Performance issue when using optimize level 2

amirsalarsafaei commented 3 months ago

story time (you can skip this)

So long story short, Our company has been working on an API gateway authorization solution for our API's using OPA. Last week the project finally got to handle some real world request and 100ms latency ... It's CNCF we must've configured it wrong. We played with the configurations, turned off the logs, etc... As a last resort I updated the version to v0.67.0 we used glob.match and things got much worse(#6908). So I ditched the glob.match used code-generation to generate the rules and got the response times down, But there has been an itch inside my mind ever since. The last 2 weekends I've been playing with the codebase and commands, trying to understand the problem and finally, I've got some results.

Short description

When using opa build --optimize 2 to build a bundle, while having a rule like:

package smth.authz

import rego.v1

import data.jwks
import data.users

default allow := false

allow if {
    token.valid
    user.is_admin
}

user := users[token.payload.user_id]
token := {"valid": valid, "payload": payload} if {
    constrains := {
        "cert": jwks,
        "iss": "somewhere",
        "aud": "opa",
    }

    [valid, _, payload] := io.jwt.decode_verify(input.auth_header, constrains)
}

this causes output to look something like this:

package smth.authz

import rego.v1

default allow := false

allow if {
    [_term_3_13, __local5__2695, __local5__2695] = io.jwt.decode_verify(input.auth_header, {
        "cert": data.jwks,
        "iss": "somewhere",
        "aud": "opa",
    })

        _term_3_13
    [__local5__2698, __local5__2698, _ref_1922694] = io.jwt.decode_verify(input.auth_header, {
        "cert": data.jwks,
        "iss": "somewhere",
        "aud": "opa",
    })
    data.users[_ref_1922694.user_id].is_admin
}

as you can see this results in decoding the jwt 2-times and consequently doubling the latency. I dug further to find where the exact location of the problem is this section I put some breakpoints and found out that it's treating the io package as a headref and thinking that dereferencing is always done in little time and isn't an expensive task.

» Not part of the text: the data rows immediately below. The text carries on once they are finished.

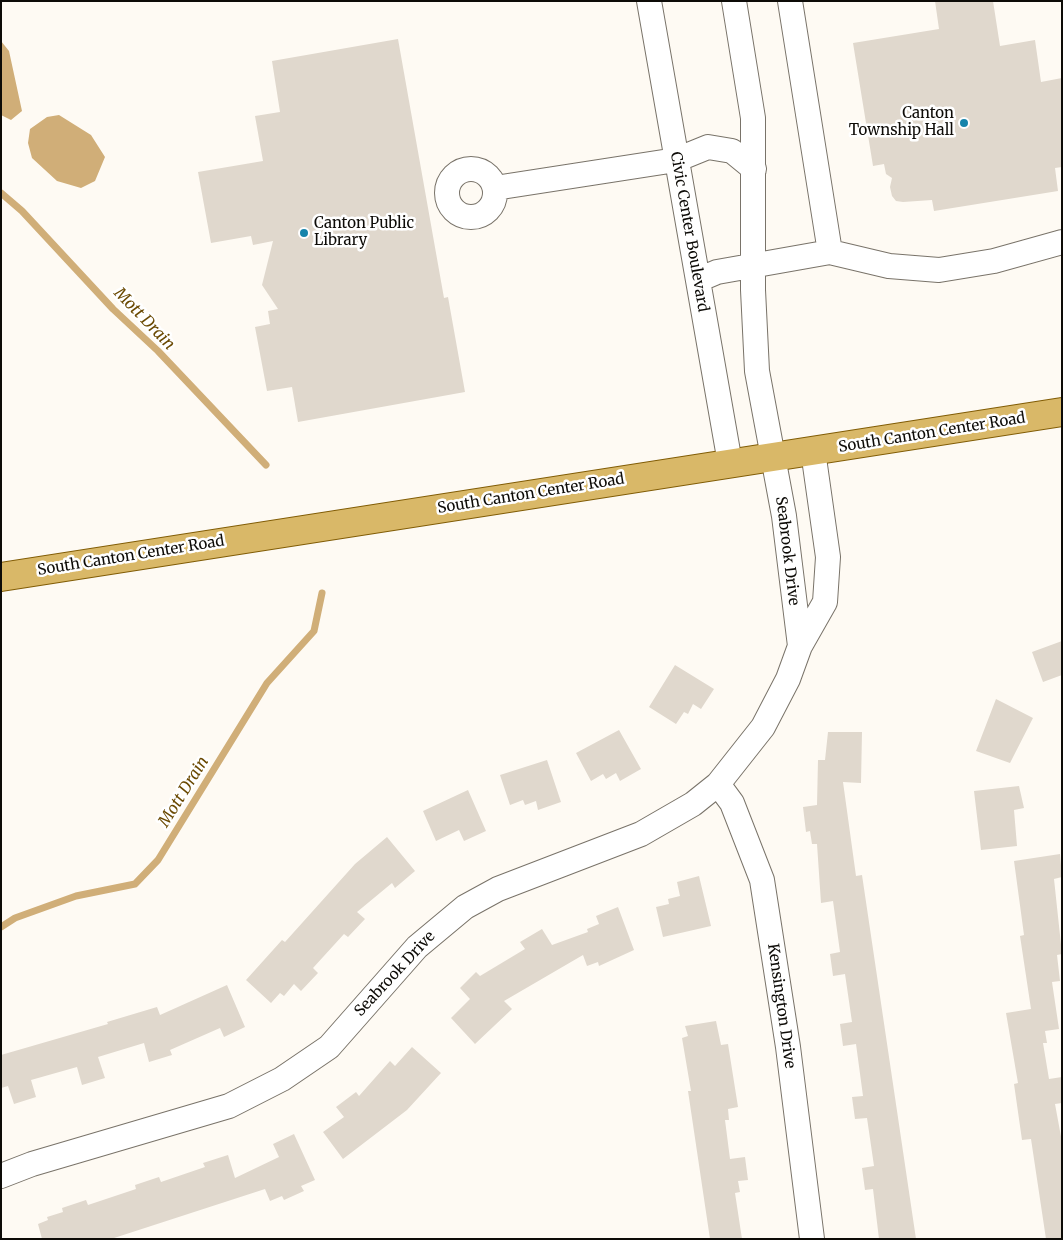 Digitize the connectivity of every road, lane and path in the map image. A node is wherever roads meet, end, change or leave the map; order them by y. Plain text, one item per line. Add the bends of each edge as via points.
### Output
1 (650, 1) edge
2 (734, 1) edge
3 (790, 1) edge
4 (676, 160) junction
5 (754, 169) junction
6 (495, 188) dead end
7 (1062, 242) edge
8 (830, 252) junction
9 (754, 265) junction
10 (698, 280) junction
11 (1062, 412) edge
12 (813, 451) junction
13 (773, 457) junction
14 (730, 463) junction
15 (1, 577) edge
16 (800, 646) junction
17 (718, 784) junction
18 (1, 1176) edge
19 (812, 1239) edge

1 - 4 street, Civic Center Boulevard
2 - 5 street via 753,118
3 - 8 street
4 - 5 street via 708,147 732,151
4 - 6 street
4 - 10 street, Civic Center Boulevard
5 - 9 street
7 - 8 street via 994,261 939,270 889,266
8 - 9 street
9 - 10 street via 717,272
9 - 13 street via 757,371
10 - 14 street, Civic Center Boulevard
11 - 12 main road, South Canton Center Road
12 - 13 main road, South Canton Center Road
12 - 16 street, Seabrook Drive via 828,556 825,602
13 - 14 main road, South Canton Center Road
13 - 16 street, Seabrook Drive
14 - 15 main road, South Canton Center Road
16 - 17 street, Seabrook Drive via 764,727
17 - 18 street, Seabrook Drive via 693,804 641,834 506,885 464,907 417,947 329,1047 282,1079 229,1106
17 - 19 street, Kensington Drive via 732,803 762,880 788,1047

In our case the optimization generated 3 sequential jwt decode and caused 3x time penalty compared to no-optimization

Possible Solutions

I think first thing would be to warn people of the possible performance losses. Specially when the name is obviously misleading.
We could handle the exception of some builtin functions.
We could make the algorithm more complex accounting for arguments and parameters

I enthusiastic and would like to contribute and learn more:D I'm open to ideas. and could open a PR.

Thanks for the great product, sorry about the rant:p

anderseknert commented 3 months ago

Hi there! And thanks for filing another issue :)

The result of function calls should be cached by OPA for the scope a single evaluation, and as long as the input arguments are the same, repeating the call should be cheap. So at least to the extent that is true (and perhaps there are exceptions to that I'm not aware of), you're not decoding the token twice even if it looks like that's the case. If you're seeing evaluation time increase linearly to the number of identical decode calls made... yeah, that sounds like a bug.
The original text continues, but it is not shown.